The present disclosure also introduces a method including conveying a downhole tool string within a wellbore from a wellsite surface. The downhole tool string includes an anchor device, an linear actuator, and a testing device. The method includes engaging the anchor device with a sidewall of the wellbore to maintain at least a portion of the downhole tool string in a predetermined position within the wellbore. The linear actuator is operated to move the testing device a distance longitudinally along the wellbore. The testing device is operated to receive a downhole sample.

The present disclosure also introduces a method including operating a conveyance device at a wellsite surface to convey a downhole tool string within a wellbore. The downhole tool string includes a moving device and a testing device. The method also includes engaging a sidewall of the wellbore to maintain at least a portion of the downhole tool string fixed within the wellbore. The moving device is operated to move the testing device longitudinally to a position along the wellbore. The testing device is operated to engage a portion of the testing device with the sidewall at the position along the wellbore.
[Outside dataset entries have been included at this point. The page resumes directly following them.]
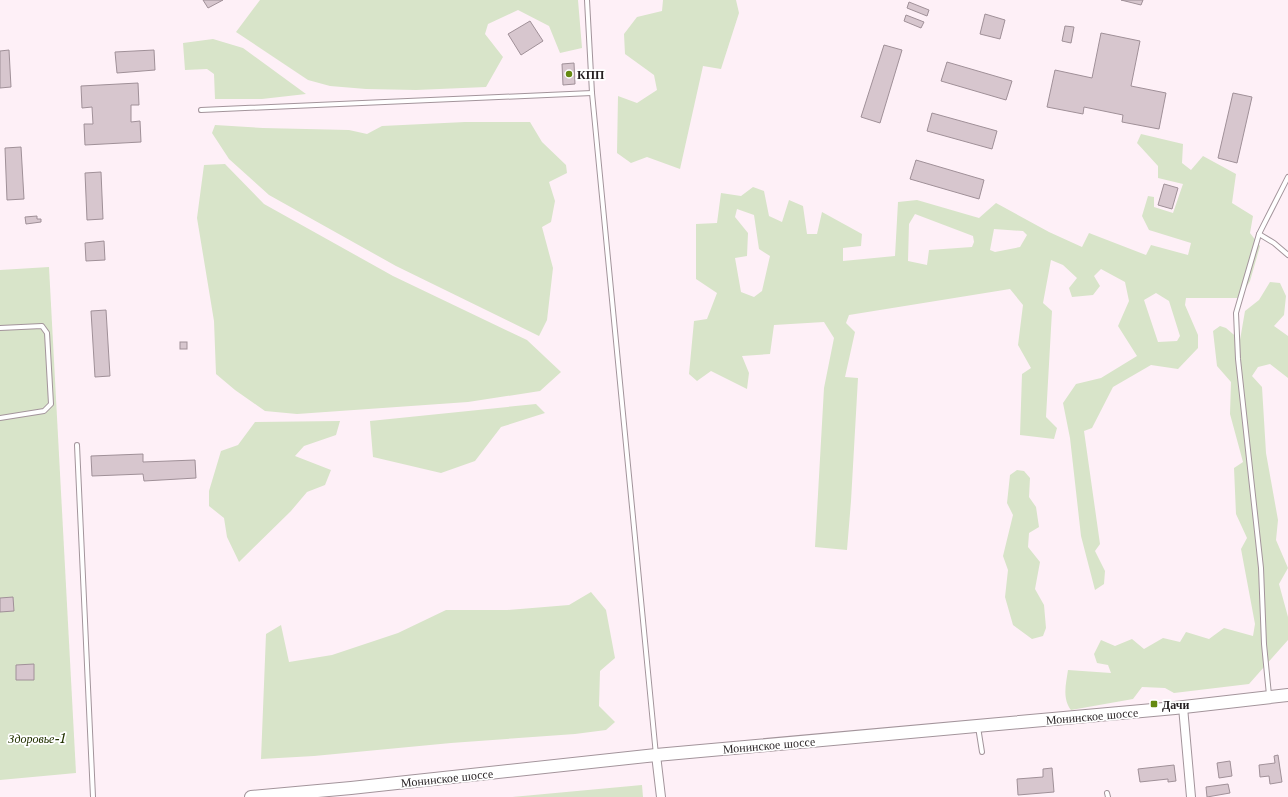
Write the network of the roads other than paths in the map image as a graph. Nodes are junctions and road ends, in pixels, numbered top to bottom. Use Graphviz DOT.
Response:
graph roads {
  1 [pos="587,0"];
  2 [pos="592,93"];
  3 [pos="201,110"];
  4 [pos="1288,177"];
  5 [pos="1259,234"];
  6 [pos="1288,255"];
  7 [pos="0,328"];
  8 [pos="0,418"];
  9 [pos="77,444"];
  10 [pos="1288,695"];
  11 [pos="1269,697"];
  12 [pos="1183,707"];
  13 [pos="978,726"];
  14 [pos="982,752"];
  15 [pos="656,755"];
  16 [pos="93,797"];
  17 [pos="251,797"];
  18 [pos="661,797"];
  19 [pos="1191,797"];
  1 -- 2 [label="lane"];
  2 -- 3 [label="lane"];
  2 -- 15 [label="lane"];
  4 -- 5 [label="lane"];
  5 -- 6 [label="lane"];
  5 -- 11 [label="lane"];
  7 -- 8 [label="lane"];
  9 -- 16 [label="lane"];
  10 -- 11 [label="main road, Монинское шоссе"];
  11 -- 12 [label="main road, Монинское шоссе"];
  12 -- 13 [label="main road, Монинское шоссе"];
  12 -- 19 [label="street"];
  13 -- 14 [label="lane"];
  13 -- 15 [label="main road, Монинское шоссе"];
  15 -- 17 [label="main road, Монинское шоссе"];
  15 -- 18 [label="street"];
}
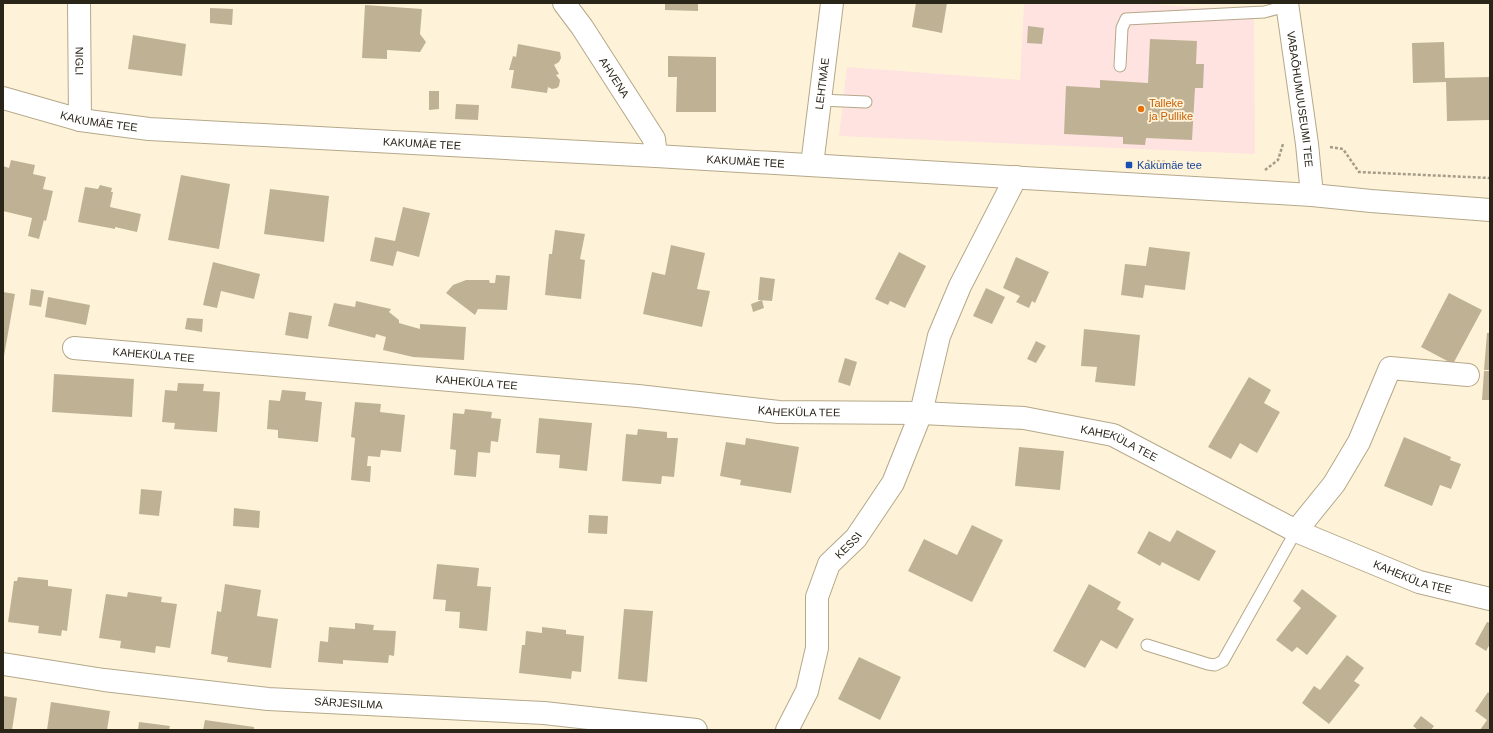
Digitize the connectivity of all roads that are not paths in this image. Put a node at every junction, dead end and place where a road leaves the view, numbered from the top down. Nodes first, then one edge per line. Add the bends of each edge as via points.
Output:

The present disclosure also introduces a method including conveying a downhole tool string within a wellbore from a wellsite surface. The downhole tool string includes an anchor device, a linear actuator and/or a rotary actuator, and a testing device. The anchor device is engaged with a sidewall of the wellbore to maintain at least a portion of the downhole tool string in a predetermined position within the wellbore. The linear actuator and/or the rotary actuator is operated to longitudinally and/or azimuthally move the testing device to an intended position relative to the wellbore. A fluid testing, pressure testing, or coring operation is performed utilizing the testing device at the intended position.

These and additional aspects of the present disclosure are set forth in the description that follows, and/or may be learned by a person having ordinary skill in the art by reading the materials herein and/or practicing the principles described herein. At least some aspects of the present disclosure may be achieved via means recited in the attached claims.

The present disclosure is best understood from the following detailed description when read with the accompanying figures. It is emphasized that, in accordance with the standard practice in the industry, various features are not drawn to scale. In fact, the dimensions of the various features may be arbitrarily increased or reduced for clarity of discussion.

FIG. 1 is a schematic view of at least a portion of an example implementation of apparatus according to one or more aspects of the present disclosure.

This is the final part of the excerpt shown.